Goal of the exercise - Read each of the lines below and tally those with "graph"; the tally is the whole answer.

Given data -
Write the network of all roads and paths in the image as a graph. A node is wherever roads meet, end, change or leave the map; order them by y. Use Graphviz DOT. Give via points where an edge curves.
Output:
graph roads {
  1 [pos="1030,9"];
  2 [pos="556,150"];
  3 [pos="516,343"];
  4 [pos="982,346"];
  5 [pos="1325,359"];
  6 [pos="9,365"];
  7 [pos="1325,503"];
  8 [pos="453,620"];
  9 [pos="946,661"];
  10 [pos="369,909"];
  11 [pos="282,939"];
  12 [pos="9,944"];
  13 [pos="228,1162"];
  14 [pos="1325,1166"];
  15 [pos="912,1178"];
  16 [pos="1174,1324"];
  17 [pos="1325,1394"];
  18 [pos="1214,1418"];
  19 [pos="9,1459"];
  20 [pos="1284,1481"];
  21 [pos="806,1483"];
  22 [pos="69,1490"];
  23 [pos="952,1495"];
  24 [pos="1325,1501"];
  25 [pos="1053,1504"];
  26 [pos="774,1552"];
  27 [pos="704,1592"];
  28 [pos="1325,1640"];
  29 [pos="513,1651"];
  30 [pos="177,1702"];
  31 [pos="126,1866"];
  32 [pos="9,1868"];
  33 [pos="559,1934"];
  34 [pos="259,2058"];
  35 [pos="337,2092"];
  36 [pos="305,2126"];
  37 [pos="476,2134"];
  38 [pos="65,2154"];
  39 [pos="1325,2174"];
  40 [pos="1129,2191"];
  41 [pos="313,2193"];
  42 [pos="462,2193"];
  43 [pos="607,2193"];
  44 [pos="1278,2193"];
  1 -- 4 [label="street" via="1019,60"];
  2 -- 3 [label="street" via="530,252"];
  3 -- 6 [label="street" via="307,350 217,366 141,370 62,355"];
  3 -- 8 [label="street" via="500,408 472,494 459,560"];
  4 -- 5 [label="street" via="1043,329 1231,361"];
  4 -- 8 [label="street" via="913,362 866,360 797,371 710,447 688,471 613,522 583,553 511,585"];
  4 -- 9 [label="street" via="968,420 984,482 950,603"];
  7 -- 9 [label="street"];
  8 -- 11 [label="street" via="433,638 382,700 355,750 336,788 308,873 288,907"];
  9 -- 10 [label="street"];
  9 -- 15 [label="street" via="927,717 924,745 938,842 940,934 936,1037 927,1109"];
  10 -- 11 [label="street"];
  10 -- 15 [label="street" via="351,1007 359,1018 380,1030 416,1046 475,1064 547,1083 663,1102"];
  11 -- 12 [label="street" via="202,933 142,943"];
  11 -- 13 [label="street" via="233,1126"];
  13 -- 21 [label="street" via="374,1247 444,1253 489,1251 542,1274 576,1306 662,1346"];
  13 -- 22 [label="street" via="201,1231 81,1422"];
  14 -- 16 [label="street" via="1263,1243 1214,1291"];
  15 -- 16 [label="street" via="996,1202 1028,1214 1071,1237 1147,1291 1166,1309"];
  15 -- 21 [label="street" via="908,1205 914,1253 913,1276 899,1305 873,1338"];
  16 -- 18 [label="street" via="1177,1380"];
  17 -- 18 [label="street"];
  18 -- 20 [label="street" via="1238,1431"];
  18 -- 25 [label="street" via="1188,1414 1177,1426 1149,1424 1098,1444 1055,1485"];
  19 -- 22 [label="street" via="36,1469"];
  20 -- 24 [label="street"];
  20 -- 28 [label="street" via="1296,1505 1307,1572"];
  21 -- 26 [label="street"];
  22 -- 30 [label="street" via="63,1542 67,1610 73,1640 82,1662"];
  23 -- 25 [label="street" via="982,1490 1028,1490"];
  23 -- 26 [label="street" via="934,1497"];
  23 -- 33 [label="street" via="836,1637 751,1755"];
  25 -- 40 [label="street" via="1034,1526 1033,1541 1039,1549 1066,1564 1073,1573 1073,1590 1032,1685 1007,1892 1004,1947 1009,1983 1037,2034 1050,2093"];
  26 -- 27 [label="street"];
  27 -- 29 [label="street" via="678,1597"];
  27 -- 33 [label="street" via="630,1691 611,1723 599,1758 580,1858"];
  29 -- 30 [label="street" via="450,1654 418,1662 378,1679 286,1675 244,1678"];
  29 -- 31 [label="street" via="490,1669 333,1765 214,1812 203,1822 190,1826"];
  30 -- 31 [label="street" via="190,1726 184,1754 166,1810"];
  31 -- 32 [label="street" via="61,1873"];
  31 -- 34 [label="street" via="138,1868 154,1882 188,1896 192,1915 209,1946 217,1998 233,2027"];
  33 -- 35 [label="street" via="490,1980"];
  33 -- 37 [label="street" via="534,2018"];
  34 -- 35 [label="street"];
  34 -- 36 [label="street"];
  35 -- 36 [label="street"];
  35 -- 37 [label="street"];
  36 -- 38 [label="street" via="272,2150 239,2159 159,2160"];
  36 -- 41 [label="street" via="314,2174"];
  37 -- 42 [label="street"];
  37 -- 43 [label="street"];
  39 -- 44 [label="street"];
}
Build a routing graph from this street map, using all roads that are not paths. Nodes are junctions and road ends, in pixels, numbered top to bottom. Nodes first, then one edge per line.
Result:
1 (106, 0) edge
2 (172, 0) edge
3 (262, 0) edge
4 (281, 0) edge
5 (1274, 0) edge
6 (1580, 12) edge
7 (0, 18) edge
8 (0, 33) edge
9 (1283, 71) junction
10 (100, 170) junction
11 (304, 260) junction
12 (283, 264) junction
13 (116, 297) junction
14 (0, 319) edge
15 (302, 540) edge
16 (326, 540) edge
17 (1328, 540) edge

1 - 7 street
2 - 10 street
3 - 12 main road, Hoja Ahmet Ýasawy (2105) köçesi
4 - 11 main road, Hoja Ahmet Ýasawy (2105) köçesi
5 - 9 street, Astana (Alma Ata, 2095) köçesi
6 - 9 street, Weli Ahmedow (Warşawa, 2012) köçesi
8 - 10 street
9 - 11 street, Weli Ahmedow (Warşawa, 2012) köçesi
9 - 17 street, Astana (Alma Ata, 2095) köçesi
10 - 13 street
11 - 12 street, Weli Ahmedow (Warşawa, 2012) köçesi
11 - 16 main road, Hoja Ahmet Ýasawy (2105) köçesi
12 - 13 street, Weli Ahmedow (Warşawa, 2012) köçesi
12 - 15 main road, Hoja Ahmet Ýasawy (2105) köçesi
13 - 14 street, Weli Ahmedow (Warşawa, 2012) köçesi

Task solution - 3